-- Opening Marker --

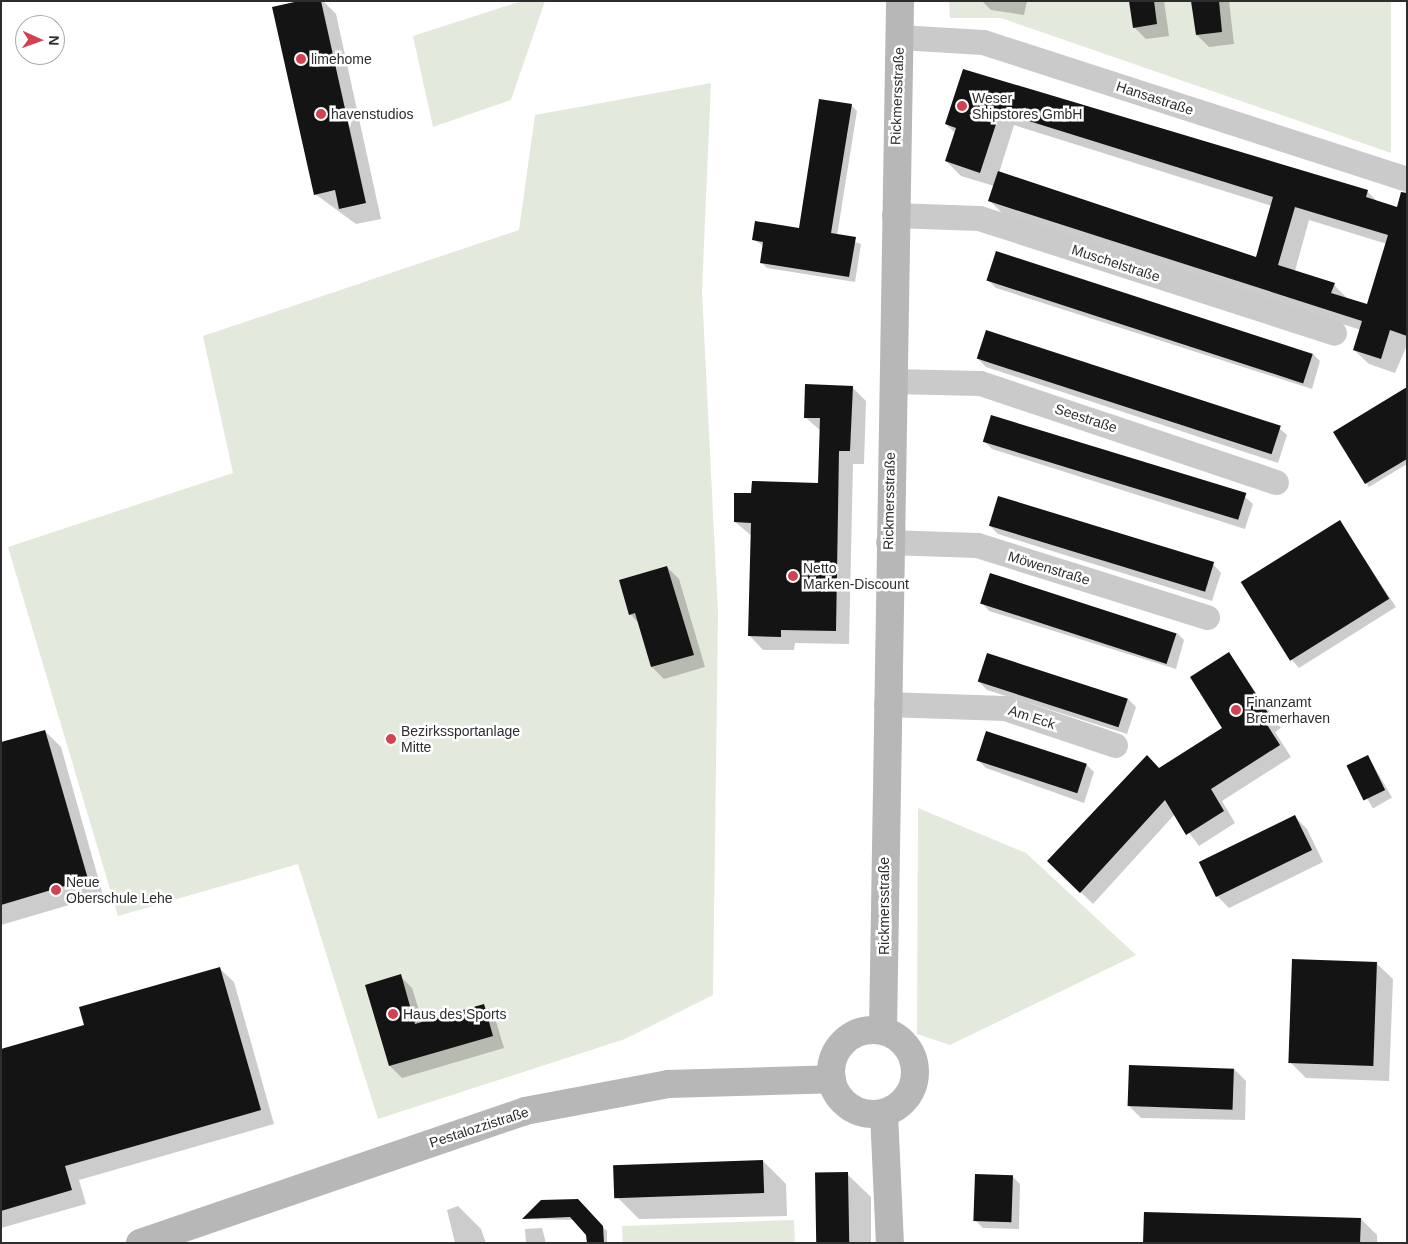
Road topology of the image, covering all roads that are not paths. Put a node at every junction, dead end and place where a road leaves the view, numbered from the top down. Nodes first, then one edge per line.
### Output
1 (900, 1) edge
2 (899, 38) junction
3 (1407, 179) edge
4 (894, 215) junction
5 (1334, 334) dead end
6 (892, 381) junction
7 (1276, 482) dead end
8 (888, 542) junction
9 (1207, 616) dead end
10 (886, 704) junction
11 (1115, 745) dead end
12 (883, 1030) junction
13 (832, 1079) junction
14 (884, 1113) junction
15 (191, 1234) edge
16 (140, 1243) edge
17 (890, 1243) edge

1 - 2 main road, Rickmersstraße
2 - 3 street, Hansastraße
2 - 4 main road, Rickmersstraße
4 - 5 street, Muschelstraße
4 - 6 main road, Rickmersstraße
6 - 7 street, Seestraße
6 - 8 main road, Rickmersstraße
8 - 9 street, Möwenstraße
8 - 10 main road, Rickmersstraße
10 - 11 street, Am Eck
10 - 12 main road, Rickmersstraße
12 - 13 main road
12 - 14 main road
13 - 14 main road
13 - 15 main road, Pestalozzistraße
14 - 17 main road
15 - 16 main road, Pestalozzistraße

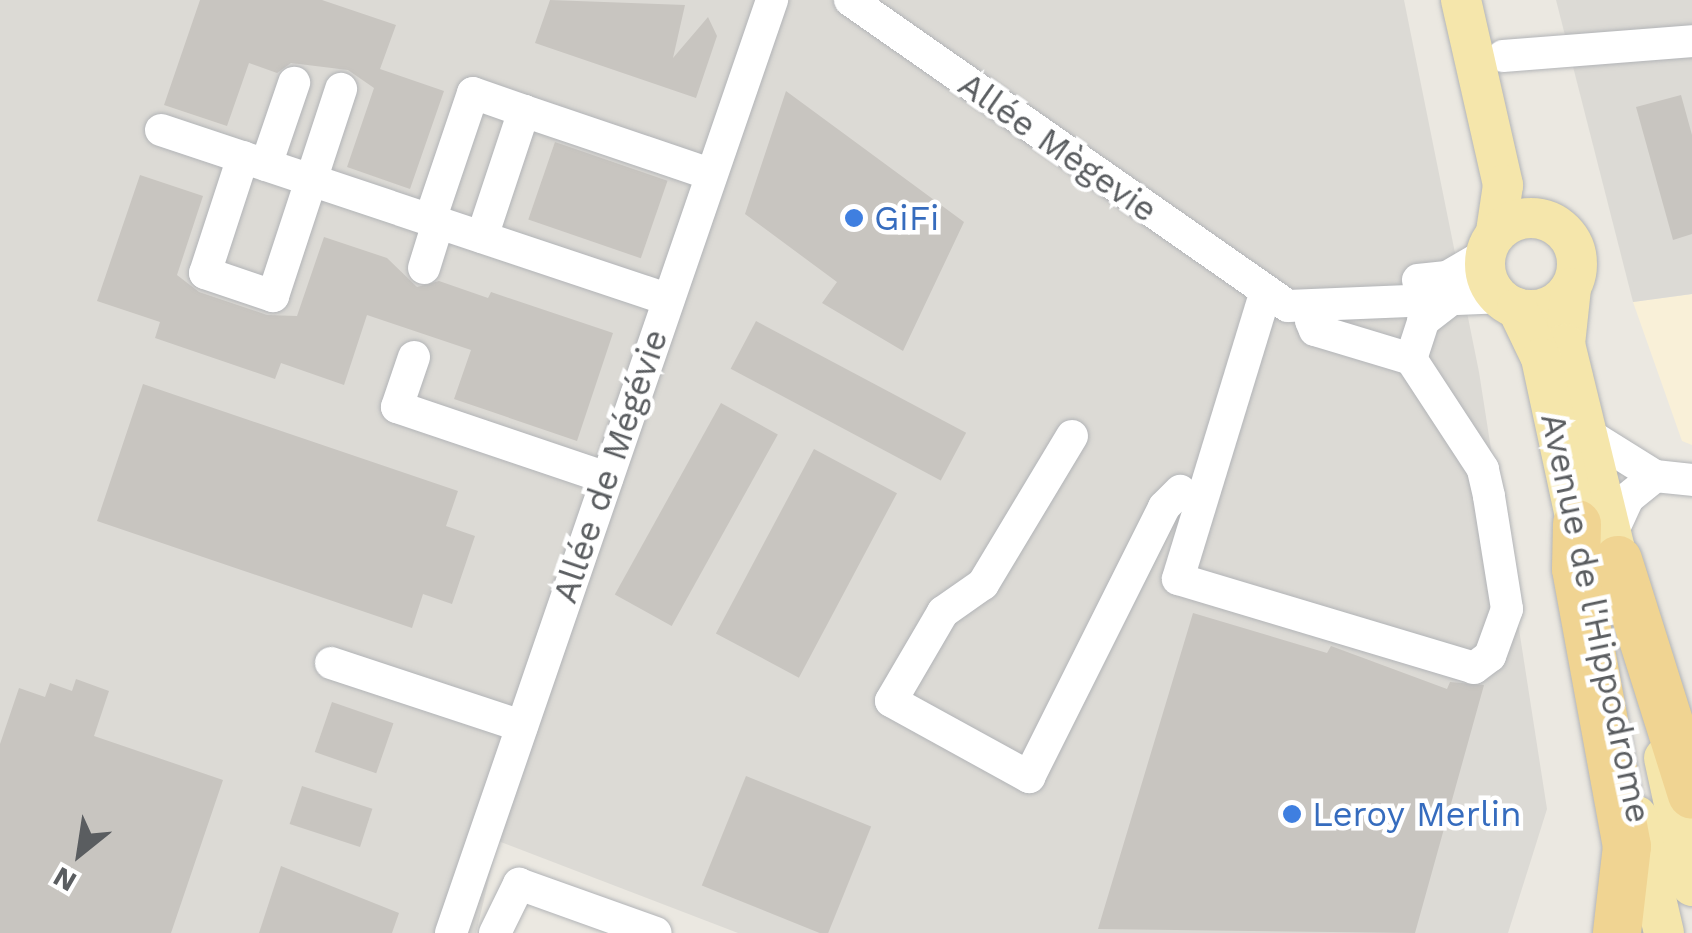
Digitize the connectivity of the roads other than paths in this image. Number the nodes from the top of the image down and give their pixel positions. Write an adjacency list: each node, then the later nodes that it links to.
1 (772, 0): 12 (street, Allée de Mégévie)
2 (850, 0): 21 (street, Allée Mègevie)
3 (1461, 0): 18 (main road)
4 (1489, 0): 6 (main road)
5 (1692, 41): 6 (street)
6 (1502, 56): 15 (main road)
7 (294, 83): 11 (street)
8 (342, 89): 13 (street)
9 (524, 111): 12 (street); 14 (street); 17 (street)
10 (161, 130): 11 (street)
11 (255, 161): 13 (street); 13 (street)
12 (710, 174): 23 (street, Allée de Mégévie)
13 (308, 190): 14 (street); 16 (street)
14 (434, 221): 17 (street); 19 (street)
15 (1553, 222): 18 (main road); 20 (main road)
16 (387, 228)
17 (482, 237): 23 (street)
18 (1490, 244): 21 (street); 24 (main road)
19 (424, 268)
20 (1572, 288): 24 (main road); 28 (main road, Avenue de l'Hippodrome)
21 (1265, 294): 25 (street, Allée Mègevie); 27 (street)
22 (1458, 294): 24 (street, Allée Mègevie); 25 (street, Allée Mègevie); 27 (street)
23 (667, 299): 31 (street, Allée de Mégévie)
24 (1508, 302): 34 (main road, Avenue de l'Hippodrome)
25 (1320, 306): 27 (street)
26 (414, 357): 31 (street)
27 (1411, 359)
28 (1583, 430): 30 (street); 34 (main road, Avenue de l'Hippodrome)
29 (1072, 436): 33 (street)
30 (1655, 476): 32 (street); 34 (street)
31 (606, 478): 36 (street, Allée de Mégévie)
32 (1692, 480)
33 (1180, 491)
34 (1602, 540): 37 (highway); 40 (main road, Avenue de l'Hippodrome); 44 (highway); 45 (main road, Avenue de l'Hippodrome)
35 (332, 663): 36 (street)
36 (522, 726): 38 (street, Allée de Mégévie)
37 (1692, 795)
38 (478, 856): 39 (street); 41 (street, Allée de Mégévie); 43 (street)
39 (519, 884): 42 (street); 43 (street)
40 (1692, 886)
41 (451, 933)
42 (495, 933)
43 (656, 933)
44 (1617, 933)
45 (1664, 933)

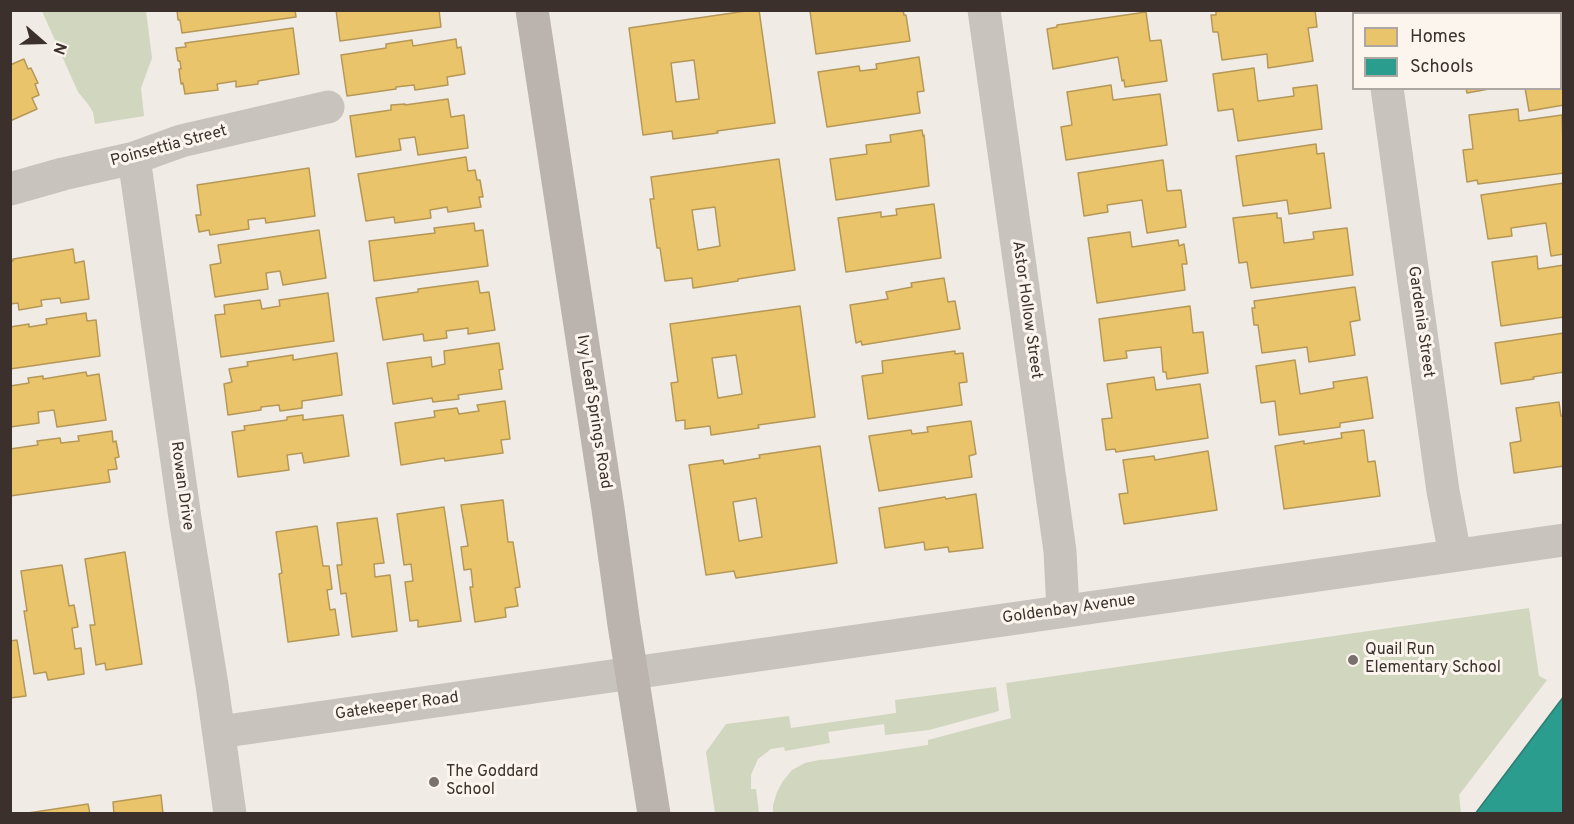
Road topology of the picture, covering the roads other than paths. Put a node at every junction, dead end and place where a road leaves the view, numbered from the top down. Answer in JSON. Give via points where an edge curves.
{"nodes":[{"id":1,"x":532,"y":10,"type":"edge"},
{"id":2,"x":984,"y":10,"type":"edge"},
{"id":3,"x":1388,"y":90,"type":"edge"},
{"id":4,"x":328,"y":107,"type":"dead end"},
{"id":5,"x":134,"y":158,"type":"junction"},
{"id":6,"x":10,"y":189,"type":"edge"},
{"id":7,"x":1563,"y":540,"type":"edge"},
{"id":8,"x":1455,"y":555,"type":"junction"},
{"id":9,"x":1063,"y":611,"type":"junction"},
{"id":10,"x":631,"y":673,"type":"junction"},
{"id":11,"x":574,"y":681,"type":"joint"},
{"id":12,"x":219,"y":732,"type":"junction"},
{"id":13,"x":230,"y":813,"type":"edge"},
{"id":14,"x":654,"y":813,"type":"edge"}],
"edges":[{"from":1,"to":10,"type":"street","name":"Ivy Leaf Springs Road"},
{"from":2,"to":9,"type":"street","name":"Astor Hollow Street","via":[[1060,551]]},
{"from":3,"to":8,"type":"street","name":"Gardenia Street"},
{"from":4,"to":5,"type":"street","name":"Poinsettia Street","via":[[181,141]]},
{"from":5,"to":6,"type":"street","name":"Poinsettia Street"},
{"from":5,"to":12,"type":"street","name":"Rowan Drive"},
{"from":7,"to":8,"type":"street","name":"Goldenbay Avenue"},
{"from":8,"to":9,"type":"street","name":"Goldenbay Avenue"},
{"from":9,"to":10,"type":"street","name":"Goldenbay Avenue"},
{"from":10,"to":11,"type":"street","name":"Goldenbay Avenue"},
{"from":10,"to":14,"type":"street","name":"Ivy Leaf Springs Road"},
{"from":11,"to":12,"type":"street","name":"Gatekeeper Road"},
{"from":12,"to":13,"type":"street","name":"Rowan Drive"}]}
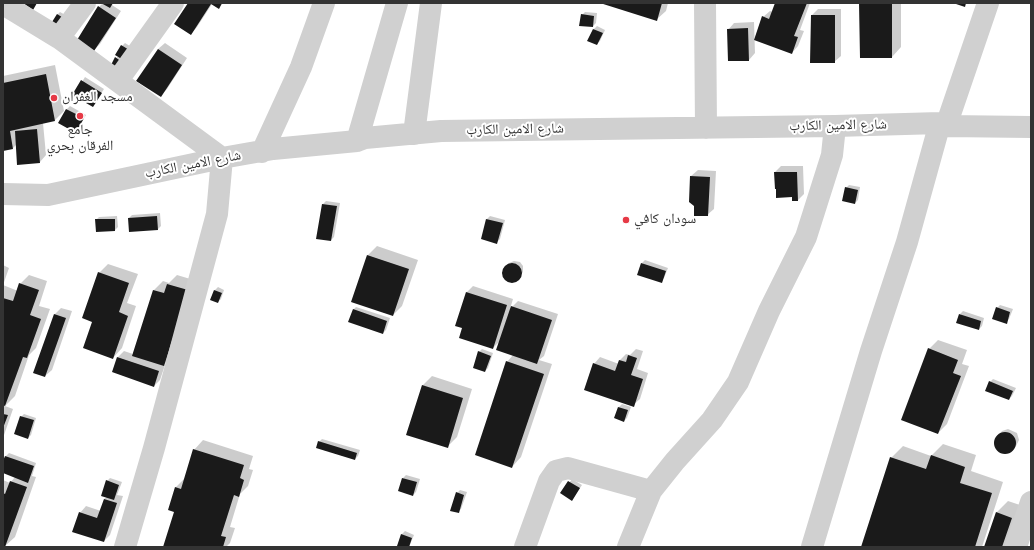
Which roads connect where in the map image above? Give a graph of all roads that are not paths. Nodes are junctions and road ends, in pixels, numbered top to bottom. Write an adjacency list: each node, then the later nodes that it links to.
1 (84, 3): 9 (street)
2 (173, 3): 10 (street)
3 (324, 3): 17 (street)
4 (397, 3): 16 (street)
5 (430, 3): 15 (street)
6 (705, 3): 14 (street)
7 (988, 3): 11 (street)
8 (3, 4): 9 (street)
9 (59, 38): 10 (street)
10 (118, 80): 18 (street)
11 (943, 125): 12 (street, شارع الامين الكارب); 13 (street, شارع الامين الكارب); 25 (street)
12 (835, 126): 14 (street, شارع الامين الكارب); 20 (street)
13 (1031, 127)
14 (706, 128): 15 (street, شارع الامين الكارب)
15 (414, 134): 16 (street, شارع الامين الكارب)
16 (357, 141): 17 (street, شارع الامين الكارب)
17 (262, 152): 18 (street, شارع الامين الكارب)
18 (222, 158): 19 (street, شارع الامين الكارب); 22 (street)
19 (3, 194)
20 (651, 491): 23 (street); 24 (street)
21 (1031, 502): 26 (street)
22 (126, 547)
23 (525, 547)
24 (628, 547)
25 (812, 547)
26 (1016, 547)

-- Closing Marker --

--- TASK TO CARRY OUT ---
Every entry, exactly as written: transcribe it, passing over any pictures.

--- TASK RESULT ---
Road topology of the image, covering all roads that are not paths. Put a node at every junction, dead end and place where a road leaves the view, numbered from the top down. Nodes first, then one edge per line.
### Output
1 (900, 1) edge
2 (899, 38) junction
3 (1407, 179) edge
4 (894, 215) junction
5 (1334, 334) dead end
6 (892, 381) junction
7 (1276, 482) dead end
8 (888, 542) junction
9 (1207, 616) dead end
10 (886, 704) junction
11 (1115, 745) dead end
12 (883, 1030) junction
13 (832, 1079) junction
14 (884, 1113) junction
15 (191, 1234) edge
16 (140, 1243) edge
17 (890, 1243) edge

1 - 2 main road, Rickmersstraße
2 - 3 street, Hansastraße
2 - 4 main road, Rickmersstraße
4 - 5 street, Muschelstraße
4 - 6 main road, Rickmersstraße
6 - 7 street, Seestraße
6 - 8 main road, Rickmersstraße
8 - 9 street, Möwenstraße
8 - 10 main road, Rickmersstraße
10 - 11 street, Am Eck
10 - 12 main road, Rickmersstraße
12 - 13 main road
12 - 14 main road
13 - 14 main road
13 - 15 main road, Pestalozzistraße
14 - 17 main road
15 - 16 main road, Pestalozzistraße

Digitize the connectivity of the roads other than paths in this image. Number the nodes from the top of the image down and give their pixel positions. Write an adjacency list: each node, then the later nodes that it links to.
1 (772, 0): 12 (street, Allée de Mégévie)
2 (850, 0): 21 (street, Allée Mègevie)
3 (1461, 0): 18 (main road)
4 (1489, 0): 6 (main road)
5 (1692, 41): 6 (street)
6 (1502, 56): 15 (main road)
7 (294, 83): 11 (street)
8 (342, 89): 13 (street)
9 (524, 111): 12 (street); 14 (street); 17 (street)
10 (161, 130): 11 (street)
11 (255, 161): 13 (street); 13 (street)
12 (710, 174): 23 (street, Allée de Mégévie)
13 (308, 190): 14 (street); 16 (street)
14 (434, 221): 17 (street); 19 (street)
15 (1553, 222): 18 (main road); 20 (main road)
16 (387, 228)
17 (482, 237): 23 (street)
18 (1490, 244): 21 (street); 24 (main road)
19 (424, 268)
20 (1572, 288): 24 (main road); 28 (main road, Avenue de l'Hippodrome)
21 (1265, 294): 25 (street, Allée Mègevie); 27 (street)
22 (1458, 294): 24 (street, Allée Mègevie); 25 (street, Allée Mègevie); 27 (street)
23 (667, 299): 31 (street, Allée de Mégévie)
24 (1508, 302): 34 (main road, Avenue de l'Hippodrome)
25 (1320, 306): 27 (street)
26 (414, 357): 31 (street)
27 (1411, 359)
28 (1583, 430): 30 (street); 34 (main road, Avenue de l'Hippodrome)
29 (1072, 436): 33 (street)
30 (1655, 476): 32 (street); 34 (street)
31 (606, 478): 36 (street, Allée de Mégévie)
32 (1692, 480)
33 (1180, 491)
34 (1602, 540): 37 (highway); 40 (main road, Avenue de l'Hippodrome); 44 (highway); 45 (main road, Avenue de l'Hippodrome)
35 (332, 663): 36 (street)
36 (522, 726): 38 (street, Allée de Mégévie)
37 (1692, 795)
38 (478, 856): 39 (street); 41 (street, Allée de Mégévie); 43 (street)
39 (519, 884): 42 (street); 43 (street)
40 (1692, 886)
41 (451, 933)
42 (495, 933)
43 (656, 933)
44 (1617, 933)
45 (1664, 933)

Road topology of the picture, covering the roads other than paths. Put a node at every junction, dead end and place where a road leaves the view, numbered from the top down. Answer in JSON. Give via points where an edge curves.
{"nodes":[{"id":1,"x":532,"y":10,"type":"edge"},
{"id":2,"x":984,"y":10,"type":"edge"},
{"id":3,"x":1388,"y":90,"type":"edge"},
{"id":4,"x":328,"y":107,"type":"dead end"},
{"id":5,"x":134,"y":158,"type":"junction"},
{"id":6,"x":10,"y":189,"type":"edge"},
{"id":7,"x":1563,"y":540,"type":"edge"},
{"id":8,"x":1455,"y":555,"type":"junction"},
{"id":9,"x":1063,"y":611,"type":"junction"},
{"id":10,"x":631,"y":673,"type":"junction"},
{"id":11,"x":574,"y":681,"type":"joint"},
{"id":12,"x":219,"y":732,"type":"junction"},
{"id":13,"x":230,"y":813,"type":"edge"},
{"id":14,"x":654,"y":813,"type":"edge"}],
"edges":[{"from":1,"to":10,"type":"street","name":"Ivy Leaf Springs Road"},
{"from":2,"to":9,"type":"street","name":"Astor Hollow Street","via":[[1060,551]]},
{"from":3,"to":8,"type":"street","name":"Gardenia Street"},
{"from":4,"to":5,"type":"street","name":"Poinsettia Street","via":[[181,141]]},
{"from":5,"to":6,"type":"street","name":"Poinsettia Street"},
{"from":5,"to":12,"type":"street","name":"Rowan Drive"},
{"from":7,"to":8,"type":"street","name":"Goldenbay Avenue"},
{"from":8,"to":9,"type":"street","name":"Goldenbay Avenue"},
{"from":9,"to":10,"type":"street","name":"Goldenbay Avenue"},
{"from":10,"to":11,"type":"street","name":"Goldenbay Avenue"},
{"from":10,"to":14,"type":"street","name":"Ivy Leaf Springs Road"},
{"from":11,"to":12,"type":"street","name":"Gatekeeper Road"},
{"from":12,"to":13,"type":"street","name":"Rowan Drive"}]}
Which roads connect where in the map image above? Give a graph of all roads that are not paths. Nodes are junctions and road ends, in pixels, numbered top to bottom. Write an adjacency list: each node, then the later nodes that it links to.
1 (84, 3): 9 (street)
2 (173, 3): 10 (street)
3 (324, 3): 17 (street)
4 (397, 3): 16 (street)
5 (430, 3): 15 (street)
6 (705, 3): 14 (street)
7 (988, 3): 11 (street)
8 (3, 4): 9 (street)
9 (59, 38): 10 (street)
10 (118, 80): 18 (street)
11 (943, 125): 12 (street, شارع الامين الكارب); 13 (street, شارع الامين الكارب); 25 (street)
12 (835, 126): 14 (street, شارع الامين الكارب); 20 (street)
13 (1031, 127)
14 (706, 128): 15 (street, شارع الامين الكارب)
15 (414, 134): 16 (street, شارع الامين الكارب)
16 (357, 141): 17 (street, شارع الامين الكارب)
17 (262, 152): 18 (street, شارع الامين الكارب)
18 (222, 158): 19 (street, شارع الامين الكارب); 22 (street)
19 (3, 194)
20 (651, 491): 23 (street); 24 (street)
21 (1031, 502): 26 (street)
22 (126, 547)
23 (525, 547)
24 (628, 547)
25 (812, 547)
26 (1016, 547)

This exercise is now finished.